Segment Start: Material for the task

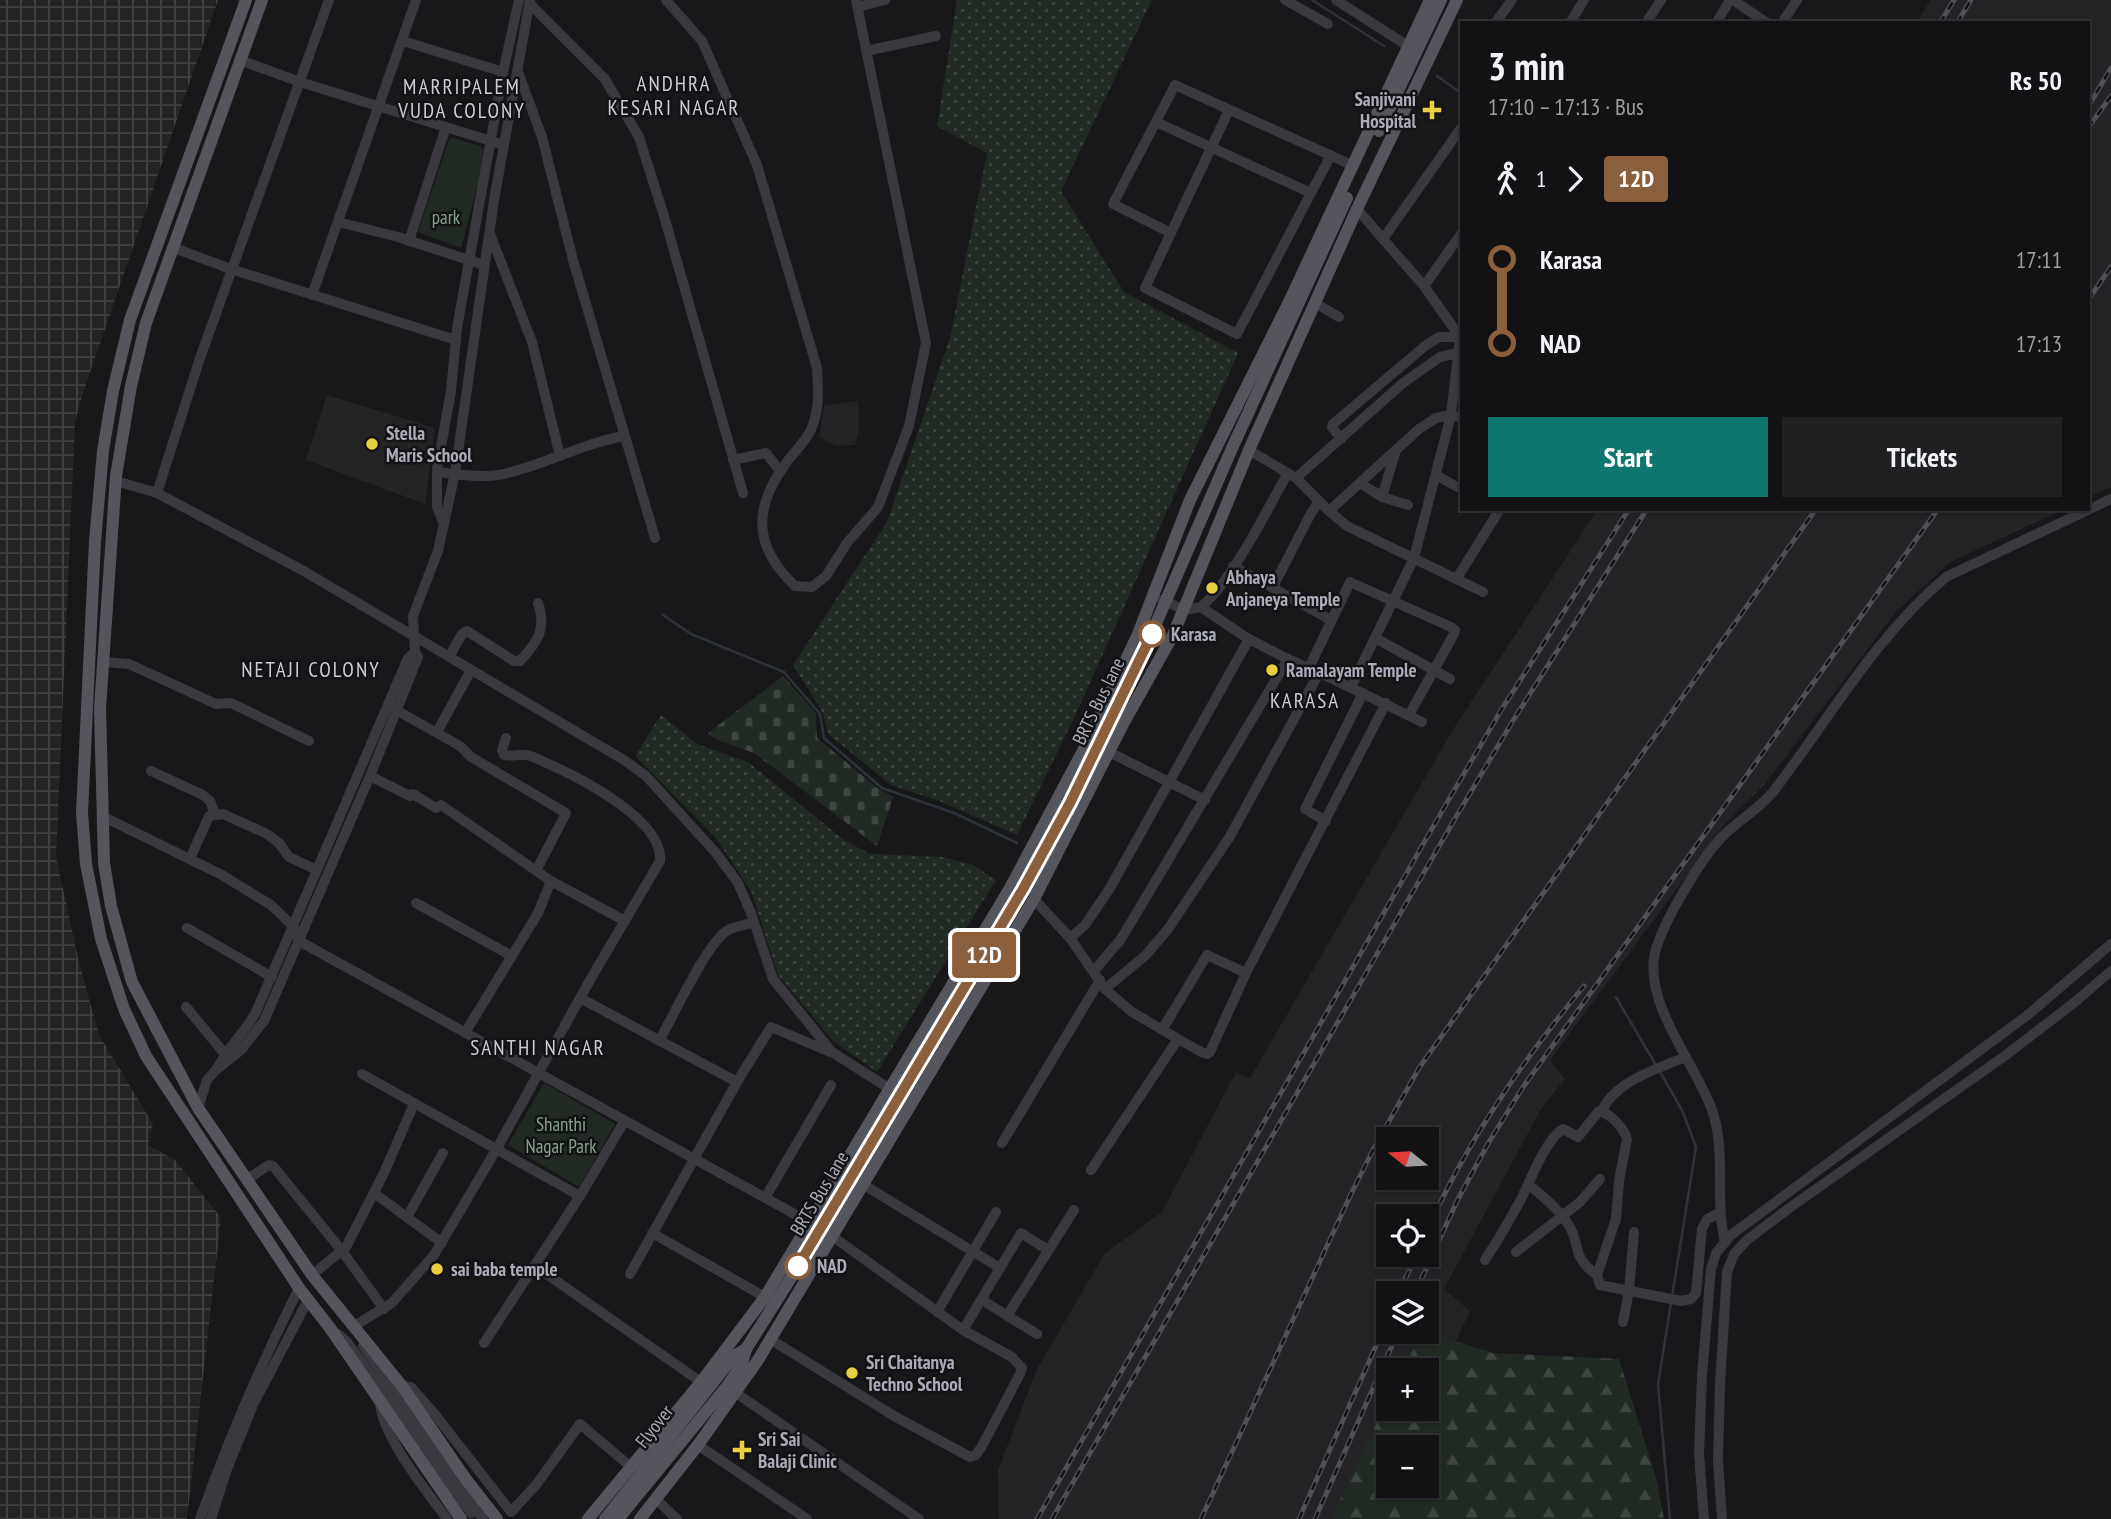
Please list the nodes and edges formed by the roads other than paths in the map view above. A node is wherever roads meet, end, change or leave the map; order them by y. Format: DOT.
graph roads {
  1 [pos="246,0"];
  2 [pos="262,0"];
  3 [pos="329,0"];
  4 [pos="416,0"];
  5 [pos="666,0"];
  6 [pos="885,0"];
  7 [pos="1285,0"];
  8 [pos="1336,0"];
  9 [pos="1430,0"];
  10 [pos="1441,0"];
  11 [pos="1457,0"];
  12 [pos="1511,0"];
  13 [pos="1584,0"];
  14 [pos="1661,0"];
  15 [pos="1731,0"];
  16 [pos="1797,0"];
  17 [pos="523,1"];
  18 [pos="857,4"];
  19 [pos="1496,21"];
  20 [pos="1571,21"];
  21 [pos="1647,21"];
  22 [pos="1717,21"];
  23 [pos="1764,21"];
  24 [pos="1783,21"];
  25 [pos="1328,24"];
  26 [pos="936,36"];
  27 [pos="403,41"];
  28 [pos="1408,47"];
  29 [pos="866,51"];
  30 [pos="240,60"];
  31 [pos="503,72"];
  32 [pos="517,72"];
  33 [pos="300,82"];
  34 [pos="380,106"];
  35 [pos="1229,110"];
  36 [pos="1156,122"];
  37 [pos="446,127"];
  38 [pos="1460,129"];
  39 [pos="490,141"];
  40 [pos="504,145"];
  41 [pos="1211,147"];
  42 [pos="1331,155"];
  43 [pos="1354,166"];
  44 [pos="1311,193"];
  45 [pos="1357,209"];
  46 [pos="338,222"];
  47 [pos="490,233"];
  48 [pos="1171,233"];
  49 [pos="1460,235"];
  50 [pos="1383,239"];
  51 [pos="409,241"];
  52 [pos="174,248"];
  53 [pos="470,261"];
  54 [pos="484,265"];
  55 [pos="231,269"];
  56 [pos="1424,286"];
  57 [pos="312,295"];
  58 [pos="1315,303"];
  59 [pos="1339,317"];
  60 [pos="456,341"];
  61 [pos="1459,341"];
  62 [pos="1456,416"];
  63 [pos="1337,434"];
  64 [pos="625,436"];
  65 [pos="1396,449"];
  66 [pos="1250,450"];
  67 [pos="560,456"];
  68 [pos="733,460"];
  69 [pos="780,471"];
  70 [pos="438,472"];
  71 [pos="454,473"];
  72 [pos="1288,473"];
  73 [pos="1436,475"];
  74 [pos="116,481"];
  75 [pos="1360,482"];
  76 [pos="1460,488"];
  77 [pos="157,493"];
  78 [pos="743,493"];
  79 [pos="1382,497"];
  80 [pos="2111,499"];
  81 [pos="1319,502"];
  82 [pos="1408,505"];
  83 [pos="2090,509"];
  84 [pos="1329,511"];
  85 [pos="1498,511"];
  86 [pos="2087,511"];
  87 [pos="443,522"];
  88 [pos="655,537"];
  89 [pos="1414,558"];
  90 [pos="1233,566"];
  91 [pos="1457,578"];
  92 [pos="1273,587"];
  93 [pos="1483,592"];
  94 [pos="1153,597"];
  95 [pos="1392,601"];
  96 [pos="1166,602"];
  97 [pos="538,603"];
  98 [pos="1201,607"];
  99 [pos="1185,610"];
  100 [pos="1331,620"];
  101 [pos="413,635"];
  102 [pos="1375,638"];
  103 [pos="1249,639"];
  104 [pos="415,652"];
  105 [pos="449,657"];
  106 [pos="1288,659"];
  107 [pos="104,663"];
  108 [pos="1309,668"];
  109 [pos="471,670"];
  110 [pos="1434,670"];
  111 [pos="1319,673"];
  112 [pos="1450,679"];
  113 [pos="1351,687"];
  114 [pos="1363,693"];
  115 [pos="1386,703"];
  116 [pos="396,710"];
  117 [pos="1409,715"];
  118 [pos="1422,722"];
  119 [pos="437,732"];
  120 [pos="506,738"];
  121 [pos="309,741"];
  122 [pos="1109,752"];
  123 [pos="151,771"];
  124 [pos="370,776"];
  125 [pos="1169,783"];
  126 [pos="1206,800"];
  127 [pos="215,814"];
  128 [pos="102,816"];
  129 [pos="1326,821"];
  130 [pos="190,859"];
  131 [pos="537,869"];
  132 [pos="317,870"];
  133 [pos="551,881"];
  134 [pos="1034,898"];
  135 [pos="416,903"];
  136 [pos="625,921"];
  137 [pos="754,922"];
  138 [pos="293,926"];
  139 [pos="187,928"];
  140 [pos="1070,938"];
  141 [pos="299,941"];
  142 [pos="2111,944"];
  143 [pos="512,956"];
  144 [pos="2111,971"];
  145 [pos="1246,973"];
  146 [pos="272,977"];
  147 [pos="1100,980"];
  148 [pos="580,998"];
  149 [pos="186,1007"];
  150 [pos="1162,1030"];
  151 [pos="465,1034"];
  152 [pos="1178,1039"];
  153 [pos="659,1041"];
  154 [pos="832,1052"];
  155 [pos="225,1054"];
  156 [pos="1685,1057"];
  157 [pos="216,1070"];
  158 [pos="362,1074"];
  159 [pos="538,1075"];
  160 [pos="737,1082"];
  161 [pos="831,1085"];
  162 [pos="890,1089"];
  163 [pos="414,1104"];
  164 [pos="198,1108"];
  165 [pos="1602,1111"];
  166 [pos="624,1122"];
  167 [pos="1002,1143"];
  168 [pos="496,1150"];
  169 [pos="443,1153"];
  170 [pos="693,1159"];
  171 [pos="1091,1170"];
  172 [pos="1600,1179"];
  173 [pos="246,1181"];
  174 [pos="864,1185"];
  175 [pos="1529,1185"];
  176 [pos="374,1193"];
  177 [pos="580,1196"];
  178 [pos="765,1198"];
  179 [pos="1074,1210"];
  180 [pos="996,1212"];
  181 [pos="1719,1213"];
  182 [pos="1562,1214"];
  183 [pos="407,1217"];
  184 [pos="809,1223"];
  185 [pos="653,1233"];
  186 [pos="1634,1233"];
  187 [pos="832,1236"];
  188 [pos="1725,1242"];
  189 [pos="442,1243"];
  190 [pos="1048,1250"];
  191 [pos="342,1251"];
  192 [pos="974,1252"];
  193 [pos="1516,1252"];
  194 [pos="1485,1260"];
  195 [pos="535,1266"];
  196 [pos="1000,1268"];
  197 [pos="630,1274"];
  198 [pos="312,1275"];
  199 [pos="1597,1275"];
  200 [pos="299,1288"];
  201 [pos="1629,1291"];
  202 [pos="765,1297"];
  203 [pos="308,1300"];
  204 [pos="982,1300"];
  205 [pos="384,1309"];
  206 [pos="937,1312"];
  207 [pos="345,1315"];
  208 [pos="1007,1316"];
  209 [pos="1623,1322"];
  210 [pos="354,1326"];
  211 [pos="330,1328"];
  212 [pos="963,1330"];
  213 [pos="1037,1334"];
  214 [pos="770,1339"];
  215 [pos="484,1343"];
  216 [pos="738,1360"];
  217 [pos="701,1382"];
  218 [pos="727,1385"];
  219 [pos="402,1386"];
  220 [pos="380,1403"];
  221 [pos="698,1445"];
  222 [pos="631,1467"];
  223 [pos="656,1499"];
  224 [pos="200,1519"];
  225 [pos="211,1519"];
  226 [pos="447,1519"];
  227 [pos="461,1519"];
  228 [pos="476,1519"];
  229 [pos="483,1519"];
  230 [pos="497,1519"];
  231 [pos="588,1519"];
  232 [pos="605,1519"];
  233 [pos="618,1519"];
  234 [pos="640,1519"];
  235 [pos="677,1519"];
  236 [pos="807,1519"];
  237 [pos="919,1519"];
  238 [pos="1704,1519"];
  239 [pos="1722,1519"];
  1 -- 200 [label="main road"];
  2 -- 30 [label="main road"];
  3 -- 33 [label="street"];
  4 -- 27 [label="street"];
  5 -- 69 [label="street"];
  6 -- 18 [label="street"];
  7 -- 25 [label="street"];
  8 -- 28 [label="street"];
  9 -- 28 [label="main road"];
  10 -- 96 [label="main road, BRTS Bus lane"];
  11 -- 45 [label="main road"];
  12 -- 19 [label="street"];
  13 -- 20 [label="street"];
  14 -- 21 [label="street"];
  15 -- 22 [label="street"];
  15 -- 23 [label="street"];
  16 -- 24 [label="street"];
  17 -- 31 [label="street"];
  17 -- 32 [label="street"];
  17 -- 68 [label="street"];
  18 -- 29 [label="street"];
  26 -- 29 [label="street"];
  27 -- 31 [label="street"];
  27 -- 34 [label="street"];
  28 -- 43 [label="main road"];
  29 -- 69 [label="street"];
  30 -- 33 [label="street"];
  30 -- 52 [label="main road"];
  31 -- 39 [label="street"];
  32 -- 40 [label="street"];
  32 -- 64 [label="street"];
  33 -- 34 [label="street"];
  33 -- 55 [label="street"];
  34 -- 37 [label="street"];
  34 -- 46 [label="street"];
  35 -- 36 [label="street"];
  35 -- 41 [label="street"];
  35 -- 42 [label="street"];
  36 -- 41 [label="street"];
  36 -- 48 [label="street"];
  37 -- 39 [label="street"];
  37 -- 51 [label="street"];
  38 -- 50 [label="street"];
  39 -- 40 [label="street"];
  39 -- 53 [label="street"];
  40 -- 47 [label="street"];
  41 -- 44 [label="street"];
  41 -- 48 [label="street"];
  42 -- 43 [label="street"];
  42 -- 44 [label="street"];
  43 -- 94 [label="main road"];
  44 -- 48 [label="street"];
  45 -- 50 [label="street"];
  45 -- 58 [label="main road"];
  46 -- 51 [label="street"];
  46 -- 57 [label="street"];
  47 -- 54 [label="street"];
  47 -- 67 [label="street"];
  49 -- 56 [label="street"];
  50 -- 56 [label="street"];
  51 -- 53 [label="street"];
  52 -- 55 [label="street"];
  52 -- 74 [label="main road"];
  53 -- 54 [label="street"];
  53 -- 60 [label="street"];
  54 -- 71 [label="street"];
  55 -- 57 [label="street"];
  55 -- 77 [label="street"];
  56 -- 61 [label="street"];
  57 -- 60 [label="street"];
  58 -- 59 [label="street"];
  58 -- 66 [label="main road"];
  60 -- 70 [label="street"];
  61 -- 62 [label="street"];
  61 -- 63 [label="street"];
  61 -- 63 [label="street"];
  62 -- 65 [label="street"];
  62 -- 73 [label="street"];
  63 -- 72 [label="street"];
  64 -- 67 [label="street"];
  64 -- 88 [label="street"];
  65 -- 75 [label="street"];
  65 -- 79 [label="street"];
  66 -- 72 [label="street"];
  66 -- 99 [label="main road"];
  67 -- 71 [label="street"];
  68 -- 69 [label="street"];
  68 -- 78 [label="street"];
  70 -- 71 [label="street"];
  70 -- 87 [label="street"];
  71 -- 87 [label="street"];
  72 -- 81 [label="street"];
  72 -- 90 [label="street"];
  73 -- 76 [label="street"];
  73 -- 89 [label="street"];
  74 -- 77 [label="street"];
  74 -- 107 [label="main road"];
  75 -- 79 [label="street"];
  75 -- 84 [label="street"];
  77 -- 101 [label="street"];
  79 -- 82 [label="street"];
  80 -- 83 [label="street"];
  81 -- 84 [label="street"];
  81 -- 92 [label="street"];
  84 -- 89 [label="street"];
  85 -- 91 [label="street"];
  86 -- 156 [label="street"];
  87 -- 101 [label="street"];
  89 -- 91 [label="street"];
  89 -- 95 [label="street"];
  90 -- 92 [label="street"];
  90 -- 98 [label="street"];
  91 -- 93 [label="street"];
  92 -- 100 [label="street"];
  94 -- 96 [label="street"];
  94 -- 162 [label="main road"];
  95 -- 100 [label="street"];
  95 -- 102 [label="street"];
  95 -- 110 [label="street"];
  96 -- 99 [label="street"];
  96 -- 216 [label="main road, BRTS Bus lane"];
  97 -- 105 [label="street"];
  98 -- 99 [label="street"];
  98 -- 103 [label="street"];
  99 -- 122 [label="main road"];
  100 -- 108 [label="street"];
  101 -- 104 [label="street"];
  101 -- 105 [label="street"];
  102 -- 110 [label="street"];
  102 -- 113 [label="street"];
  103 -- 106 [label="street"];
  103 -- 125 [label="street"];
  104 -- 116 [label="street"];
  104 -- 132 [label="street"];
  105 -- 109 [label="street"];
  106 -- 108 [label="street"];
  106 -- 126 [label="street"];
  107 -- 121 [label="street"];
  107 -- 128 [label="main road"];
  108 -- 111 [label="street"];
  109 -- 119 [label="street"];
  109 -- 137 [label="street"];
  110 -- 112 [label="street"];
  110 -- 117 [label="street"];
  111 -- 113 [label="street"];
  111 -- 147 [label="street"];
  113 -- 114 [label="street"];
  114 -- 115 [label="street"];
  114 -- 129 [label="street"];
  115 -- 117 [label="street"];
  115 -- 129 [label="street"];
  116 -- 119 [label="street"];
  116 -- 124 [label="street"];
  117 -- 118 [label="street"];
  119 -- 131 [label="street"];
  120 -- 136 [label="street"];
  122 -- 125 [label="street"];
  122 -- 134 [label="main road"];
  123 -- 127 [label="street"];
  124 -- 131 [label="street"];
  124 -- 141 [label="street"];
  125 -- 126 [label="street"];
  125 -- 140 [label="street"];
  126 -- 147 [label="street"];
  127 -- 130 [label="street"];
  127 -- 132 [label="street"];
  128 -- 130 [label="street"];
  128 -- 164 [label="main road"];
  129 -- 145 [label="street"];
  130 -- 138 [label="street"];
  131 -- 133 [label="street"];
  132 -- 138 [label="street"];
  133 -- 136 [label="street"];
  133 -- 143 [label="street"];
  134 -- 140 [label="street"];
  134 -- 174 [label="main road"];
  135 -- 143 [label="street"];
  136 -- 148 [label="street"];
  137 -- 153 [label="street"];
  137 -- 154 [label="street"];
  138 -- 141 [label="street"];
  138 -- 146 [label="street"];
  139 -- 146 [label="street"];
  140 -- 147 [label="street"];
  141 -- 151 [label="street"];
  141 -- 157 [label="street"];
  142 -- 188 [label="street"];
  143 -- 151 [label="street"];
  144 -- 239 [label="street"];
  145 -- 150 [label="street"];
  145 -- 152 [label="street"];
  146 -- 155 [label="street"];
  147 -- 150 [label="street"];
  147 -- 167 [label="street"];
  148 -- 153 [label="street"];
  148 -- 159 [label="street"];
  149 -- 155 [label="street"];
  150 -- 152 [label="street"];
  151 -- 159 [label="street"];
  152 -- 171 [label="street"];
  153 -- 160 [label="street"];
  154 -- 160 [label="street"];
  154 -- 162 [label="street"];
  155 -- 157 [label="street"];
  156 -- 165 [label="street"];
  156 -- 181 [label="street"];
  157 -- 164 [label="street"];
  158 -- 163 [label="street"];
  159 -- 166 [label="street"];
  159 -- 168 [label="street"];
  160 -- 170 [label="street"];
  161 -- 178 [label="street"];
  162 -- 184 [label="main road"];
  163 -- 168 [label="street"];
  163 -- 176 [label="street"];
  164 -- 173 [label="main road"];
  165 -- 175 [label="street"];
  165 -- 199 [label="street"];
  166 -- 170 [label="street"];
  166 -- 177 [label="street"];
  168 -- 177 [label="street"];
  168 -- 189 [label="street"];
  169 -- 183 [label="street"];
  170 -- 178 [label="street"];
  170 -- 185 [label="street"];
  172 -- 182 [label="street"];
  173 -- 191 [label="street"];
  173 -- 198 [label="main road"];
  174 -- 187 [label="main road"];
  174 -- 192 [label="street"];
  175 -- 182 [label="street"];
  175 -- 194 [label="street"];
  176 -- 183 [label="street"];
  176 -- 191 [label="street"];
  177 -- 195 [label="street"];
  178 -- 184 [label="street"];
  179 -- 190 [label="street"];
  180 -- 192 [label="street"];
  181 -- 188 [label="street"];
  181 -- 201 [label="street"];
  182 -- 193 [label="street"];
  182 -- 199 [label="street"];
  183 -- 189 [label="street"];
  184 -- 202 [label="main road"];
  185 -- 197 [label="street"];
  185 -- 202 [label="street"];
  186 -- 201 [label="street"];
  187 -- 206 [label="street"];
  187 -- 214 [label="main road"];
  188 -- 238 [label="street"];
  189 -- 205 [label="street"];
  190 -- 196 [label="street"];
  190 -- 208 [label="street"];
  191 -- 198 [label="street"];
  191 -- 205 [label="street"];
  192 -- 196 [label="street"];
  192 -- 206 [label="street"];
  195 -- 215 [label="street"];
  195 -- 217 [label="street"];
  196 -- 204 [label="street"];
  198 -- 207 [label="main road"];
  199 -- 201 [label="street"];
  200 -- 203 [label="main road"];
  200 -- 224 [label="street"];
  201 -- 209 [label="street"];
  202 -- 217 [label="main road"];
  203 -- 211 [label="main road"];
  203 -- 225 [label="street"];
  204 -- 208 [label="street"];
  204 -- 212 [label="street"];
  205 -- 210 [label="street"];
  206 -- 212 [label="street"];
  207 -- 210 [label="main road"];
  207 -- 229 [label="street"];
  208 -- 213 [label="street"];
  210 -- 219 [label="main road"];
  211 -- 220 [label="main road"];
  211 -- 228 [label="street"];
  212 -- 214 [label="street"];
  214 -- 218 [label="main road"];
  216 -- 218 [label="main road, Flyover"];
  217 -- 222 [label="main road"];
  218 -- 221 [label="main road"];
  218 -- 232 [label="main road, Flyover"];
  218 -- 233 [label="main road, Flyover"];
  218 -- 237 [label="street"];
  219 -- 222 [label="street"];
  219 -- 230 [label="main road"];
  220 -- 226 [label="street"];
  220 -- 227 [label="main road"];
  221 -- 223 [label="main road"];
  221 -- 236 [label="street"];
  222 -- 231 [label="main road"];
  223 -- 234 [label="main road"];
  223 -- 235 [label="street"];
}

Segment End: Material for the task

- _Task to carry out_
Check each line of the material for the word "lane". State how many have it, and write nothing else.

- _Solution for this problem_
2